Your task
Would you transcribe the listing that follows word for word, skipping pictures?

Data records
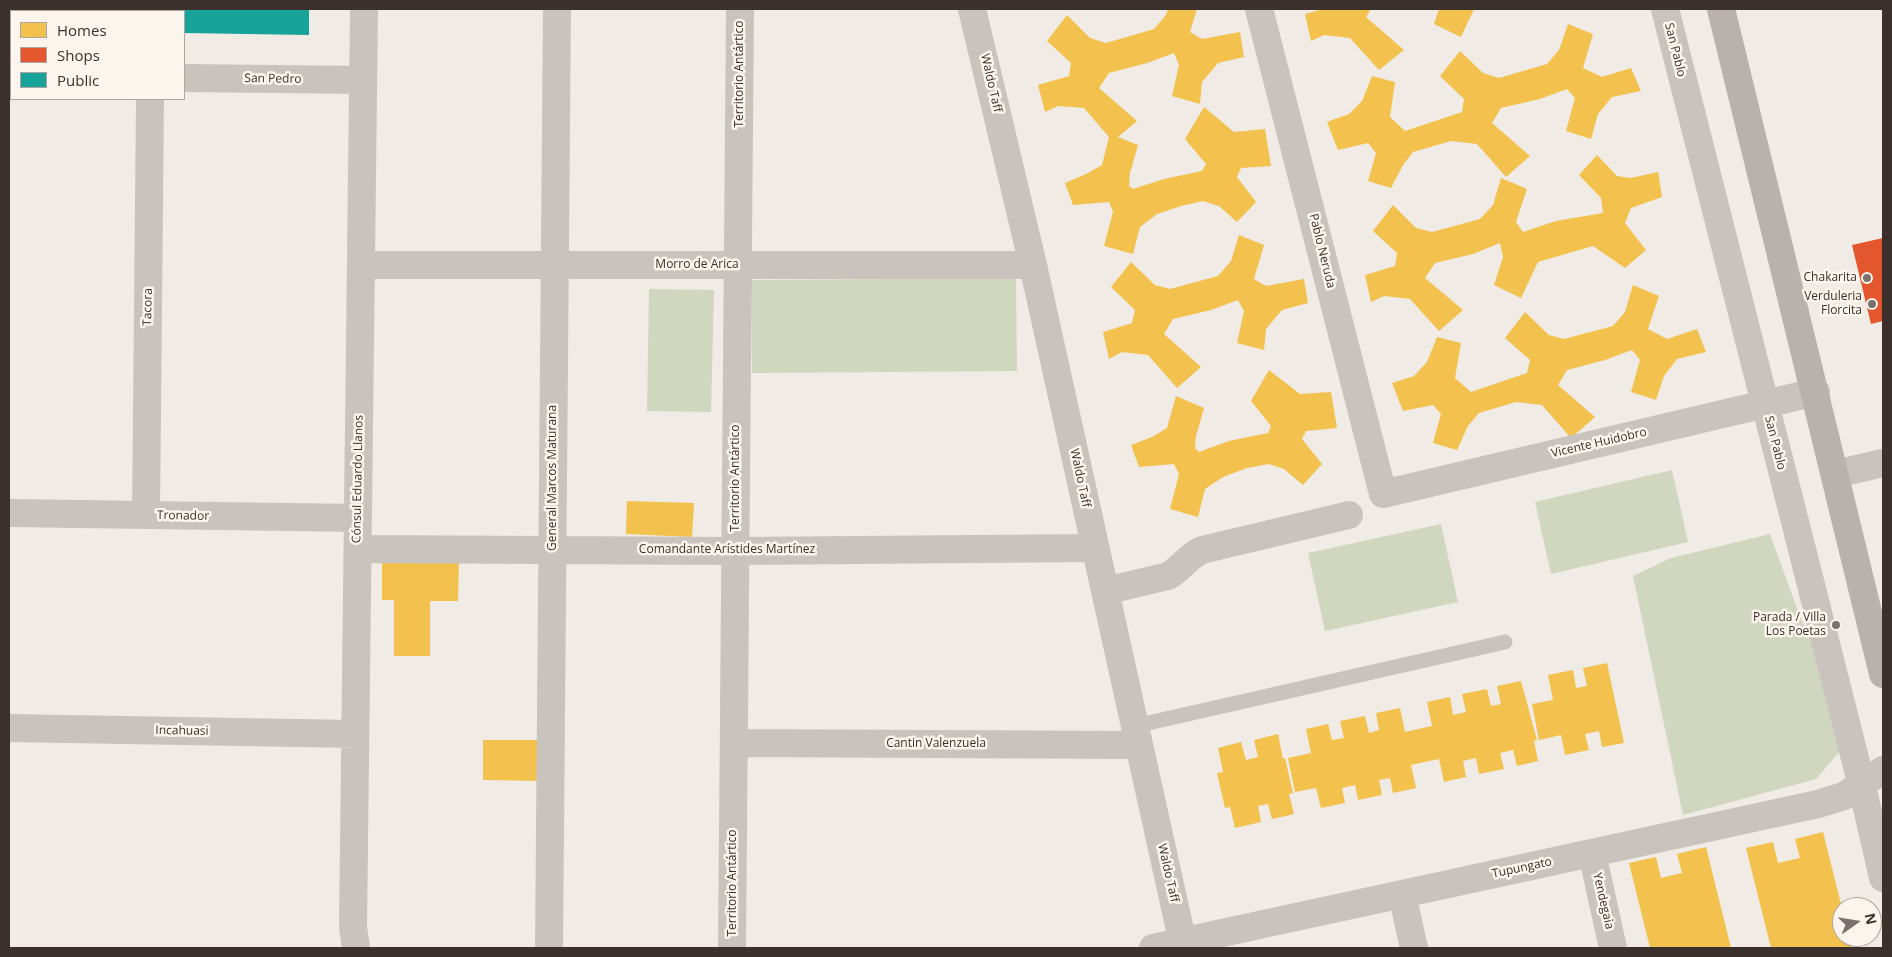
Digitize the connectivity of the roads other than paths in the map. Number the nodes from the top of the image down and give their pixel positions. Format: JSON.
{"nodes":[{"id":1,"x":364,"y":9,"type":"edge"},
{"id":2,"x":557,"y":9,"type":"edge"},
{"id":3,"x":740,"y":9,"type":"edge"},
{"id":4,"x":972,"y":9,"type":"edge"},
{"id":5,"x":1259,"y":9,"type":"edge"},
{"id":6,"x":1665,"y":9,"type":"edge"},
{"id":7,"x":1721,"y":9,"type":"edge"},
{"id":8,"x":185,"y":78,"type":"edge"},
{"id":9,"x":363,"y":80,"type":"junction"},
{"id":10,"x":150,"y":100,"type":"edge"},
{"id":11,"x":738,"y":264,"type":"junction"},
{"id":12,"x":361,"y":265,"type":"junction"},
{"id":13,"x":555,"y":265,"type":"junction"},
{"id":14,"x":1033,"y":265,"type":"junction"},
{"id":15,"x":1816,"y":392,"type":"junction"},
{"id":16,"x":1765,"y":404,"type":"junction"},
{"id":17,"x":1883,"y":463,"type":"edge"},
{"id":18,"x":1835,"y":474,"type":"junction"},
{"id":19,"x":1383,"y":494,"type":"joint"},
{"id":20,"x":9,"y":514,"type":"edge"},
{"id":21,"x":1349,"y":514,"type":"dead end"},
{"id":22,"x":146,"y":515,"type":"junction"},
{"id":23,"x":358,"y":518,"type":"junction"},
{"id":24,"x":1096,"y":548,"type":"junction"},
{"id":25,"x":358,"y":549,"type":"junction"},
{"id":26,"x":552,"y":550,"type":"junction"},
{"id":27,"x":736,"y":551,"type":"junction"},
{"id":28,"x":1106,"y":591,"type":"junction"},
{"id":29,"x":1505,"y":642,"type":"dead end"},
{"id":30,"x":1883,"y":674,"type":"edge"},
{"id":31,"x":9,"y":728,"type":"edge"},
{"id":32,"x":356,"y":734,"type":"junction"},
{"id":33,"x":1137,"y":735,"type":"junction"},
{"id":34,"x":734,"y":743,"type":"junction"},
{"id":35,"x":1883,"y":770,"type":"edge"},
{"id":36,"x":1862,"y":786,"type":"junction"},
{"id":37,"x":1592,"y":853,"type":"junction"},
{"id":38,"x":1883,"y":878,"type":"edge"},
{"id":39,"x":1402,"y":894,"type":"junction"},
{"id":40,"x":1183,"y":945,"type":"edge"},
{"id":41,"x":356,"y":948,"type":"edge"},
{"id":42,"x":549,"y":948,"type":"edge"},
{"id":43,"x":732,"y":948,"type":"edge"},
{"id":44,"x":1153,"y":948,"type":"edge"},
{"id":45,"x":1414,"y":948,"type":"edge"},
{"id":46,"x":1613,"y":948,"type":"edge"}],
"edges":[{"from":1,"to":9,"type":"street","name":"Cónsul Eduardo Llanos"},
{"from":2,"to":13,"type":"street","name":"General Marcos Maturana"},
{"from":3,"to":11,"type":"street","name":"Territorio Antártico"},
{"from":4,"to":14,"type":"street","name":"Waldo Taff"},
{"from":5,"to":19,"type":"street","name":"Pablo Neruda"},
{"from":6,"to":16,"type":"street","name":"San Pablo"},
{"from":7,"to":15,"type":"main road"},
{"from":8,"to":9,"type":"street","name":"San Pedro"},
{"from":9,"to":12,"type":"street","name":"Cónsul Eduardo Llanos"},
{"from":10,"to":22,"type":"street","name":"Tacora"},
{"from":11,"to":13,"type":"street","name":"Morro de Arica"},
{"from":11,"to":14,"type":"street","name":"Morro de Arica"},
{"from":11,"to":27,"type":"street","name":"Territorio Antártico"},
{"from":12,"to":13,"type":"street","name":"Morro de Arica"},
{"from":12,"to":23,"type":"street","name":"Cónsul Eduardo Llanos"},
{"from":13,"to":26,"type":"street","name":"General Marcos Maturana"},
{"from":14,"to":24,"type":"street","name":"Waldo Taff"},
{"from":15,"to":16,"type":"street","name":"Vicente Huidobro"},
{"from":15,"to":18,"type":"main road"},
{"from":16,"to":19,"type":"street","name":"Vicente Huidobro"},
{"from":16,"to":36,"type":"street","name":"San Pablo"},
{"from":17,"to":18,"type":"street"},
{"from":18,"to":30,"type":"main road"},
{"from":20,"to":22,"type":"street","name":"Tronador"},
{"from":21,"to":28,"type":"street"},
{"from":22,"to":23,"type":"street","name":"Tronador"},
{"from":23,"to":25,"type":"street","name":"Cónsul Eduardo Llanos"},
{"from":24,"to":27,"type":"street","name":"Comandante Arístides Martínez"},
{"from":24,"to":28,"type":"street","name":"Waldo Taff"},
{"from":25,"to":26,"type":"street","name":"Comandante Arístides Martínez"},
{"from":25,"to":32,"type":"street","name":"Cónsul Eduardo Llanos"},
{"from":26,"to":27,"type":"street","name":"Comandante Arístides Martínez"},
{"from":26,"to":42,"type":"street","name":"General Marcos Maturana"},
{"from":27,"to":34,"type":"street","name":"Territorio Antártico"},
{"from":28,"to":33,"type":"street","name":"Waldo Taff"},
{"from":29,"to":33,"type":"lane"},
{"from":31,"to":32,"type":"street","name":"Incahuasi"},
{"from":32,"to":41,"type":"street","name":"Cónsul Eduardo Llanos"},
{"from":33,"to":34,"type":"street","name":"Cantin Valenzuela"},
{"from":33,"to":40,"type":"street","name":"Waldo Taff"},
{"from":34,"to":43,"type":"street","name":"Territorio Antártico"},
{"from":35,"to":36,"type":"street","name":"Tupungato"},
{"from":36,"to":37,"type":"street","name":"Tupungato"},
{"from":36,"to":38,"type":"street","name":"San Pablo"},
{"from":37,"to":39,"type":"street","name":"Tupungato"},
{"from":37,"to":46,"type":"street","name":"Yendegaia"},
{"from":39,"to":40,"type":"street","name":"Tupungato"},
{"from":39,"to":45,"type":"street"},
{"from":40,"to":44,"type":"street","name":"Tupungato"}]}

Task solution
Digitize the connectivity of the roads other than paths in the map. Number the nodes from the top of the image down and give their pixel positions. Format: JSON.
{"nodes":[{"id":1,"x":364,"y":9,"type":"edge"},
{"id":2,"x":557,"y":9,"type":"edge"},
{"id":3,"x":740,"y":9,"type":"edge"},
{"id":4,"x":972,"y":9,"type":"edge"},
{"id":5,"x":1259,"y":9,"type":"edge"},
{"id":6,"x":1665,"y":9,"type":"edge"},
{"id":7,"x":1721,"y":9,"type":"edge"},
{"id":8,"x":185,"y":78,"type":"edge"},
{"id":9,"x":363,"y":80,"type":"junction"},
{"id":10,"x":150,"y":100,"type":"edge"},
{"id":11,"x":738,"y":264,"type":"junction"},
{"id":12,"x":361,"y":265,"type":"junction"},
{"id":13,"x":555,"y":265,"type":"junction"},
{"id":14,"x":1033,"y":265,"type":"junction"},
{"id":15,"x":1816,"y":392,"type":"junction"},
{"id":16,"x":1765,"y":404,"type":"junction"},
{"id":17,"x":1883,"y":463,"type":"edge"},
{"id":18,"x":1835,"y":474,"type":"junction"},
{"id":19,"x":1383,"y":494,"type":"joint"},
{"id":20,"x":9,"y":514,"type":"edge"},
{"id":21,"x":1349,"y":514,"type":"dead end"},
{"id":22,"x":146,"y":515,"type":"junction"},
{"id":23,"x":358,"y":518,"type":"junction"},
{"id":24,"x":1096,"y":548,"type":"junction"},
{"id":25,"x":358,"y":549,"type":"junction"},
{"id":26,"x":552,"y":550,"type":"junction"},
{"id":27,"x":736,"y":551,"type":"junction"},
{"id":28,"x":1106,"y":591,"type":"junction"},
{"id":29,"x":1505,"y":642,"type":"dead end"},
{"id":30,"x":1883,"y":674,"type":"edge"},
{"id":31,"x":9,"y":728,"type":"edge"},
{"id":32,"x":356,"y":734,"type":"junction"},
{"id":33,"x":1137,"y":735,"type":"junction"},
{"id":34,"x":734,"y":743,"type":"junction"},
{"id":35,"x":1883,"y":770,"type":"edge"},
{"id":36,"x":1862,"y":786,"type":"junction"},
{"id":37,"x":1592,"y":853,"type":"junction"},
{"id":38,"x":1883,"y":878,"type":"edge"},
{"id":39,"x":1402,"y":894,"type":"junction"},
{"id":40,"x":1183,"y":945,"type":"edge"},
{"id":41,"x":356,"y":948,"type":"edge"},
{"id":42,"x":549,"y":948,"type":"edge"},
{"id":43,"x":732,"y":948,"type":"edge"},
{"id":44,"x":1153,"y":948,"type":"edge"},
{"id":45,"x":1414,"y":948,"type":"edge"},
{"id":46,"x":1613,"y":948,"type":"edge"}],
"edges":[{"from":1,"to":9,"type":"street","name":"Cónsul Eduardo Llanos"},
{"from":2,"to":13,"type":"street","name":"General Marcos Maturana"},
{"from":3,"to":11,"type":"street","name":"Territorio Antártico"},
{"from":4,"to":14,"type":"street","name":"Waldo Taff"},
{"from":5,"to":19,"type":"street","name":"Pablo Neruda"},
{"from":6,"to":16,"type":"street","name":"San Pablo"},
{"from":7,"to":15,"type":"main road"},
{"from":8,"to":9,"type":"street","name":"San Pedro"},
{"from":9,"to":12,"type":"street","name":"Cónsul Eduardo Llanos"},
{"from":10,"to":22,"type":"street","name":"Tacora"},
{"from":11,"to":13,"type":"street","name":"Morro de Arica"},
{"from":11,"to":14,"type":"street","name":"Morro de Arica"},
{"from":11,"to":27,"type":"street","name":"Territorio Antártico"},
{"from":12,"to":13,"type":"street","name":"Morro de Arica"},
{"from":12,"to":23,"type":"street","name":"Cónsul Eduardo Llanos"},
{"from":13,"to":26,"type":"street","name":"General Marcos Maturana"},
{"from":14,"to":24,"type":"street","name":"Waldo Taff"},
{"from":15,"to":16,"type":"street","name":"Vicente Huidobro"},
{"from":15,"to":18,"type":"main road"},
{"from":16,"to":19,"type":"street","name":"Vicente Huidobro"},
{"from":16,"to":36,"type":"street","name":"San Pablo"},
{"from":17,"to":18,"type":"street"},
{"from":18,"to":30,"type":"main road"},
{"from":20,"to":22,"type":"street","name":"Tronador"},
{"from":21,"to":28,"type":"street"},
{"from":22,"to":23,"type":"street","name":"Tronador"},
{"from":23,"to":25,"type":"street","name":"Cónsul Eduardo Llanos"},
{"from":24,"to":27,"type":"street","name":"Comandante Arístides Martínez"},
{"from":24,"to":28,"type":"street","name":"Waldo Taff"},
{"from":25,"to":26,"type":"street","name":"Comandante Arístides Martínez"},
{"from":25,"to":32,"type":"street","name":"Cónsul Eduardo Llanos"},
{"from":26,"to":27,"type":"street","name":"Comandante Arístides Martínez"},
{"from":26,"to":42,"type":"street","name":"General Marcos Maturana"},
{"from":27,"to":34,"type":"street","name":"Territorio Antártico"},
{"from":28,"to":33,"type":"street","name":"Waldo Taff"},
{"from":29,"to":33,"type":"lane"},
{"from":31,"to":32,"type":"street","name":"Incahuasi"},
{"from":32,"to":41,"type":"street","name":"Cónsul Eduardo Llanos"},
{"from":33,"to":34,"type":"street","name":"Cantin Valenzuela"},
{"from":33,"to":40,"type":"street","name":"Waldo Taff"},
{"from":34,"to":43,"type":"street","name":"Territorio Antártico"},
{"from":35,"to":36,"type":"street","name":"Tupungato"},
{"from":36,"to":37,"type":"street","name":"Tupungato"},
{"from":36,"to":38,"type":"street","name":"San Pablo"},
{"from":37,"to":39,"type":"street","name":"Tupungato"},
{"from":37,"to":46,"type":"street","name":"Yendegaia"},
{"from":39,"to":40,"type":"street","name":"Tupungato"},
{"from":39,"to":45,"type":"street"},
{"from":40,"to":44,"type":"street","name":"Tupungato"}]}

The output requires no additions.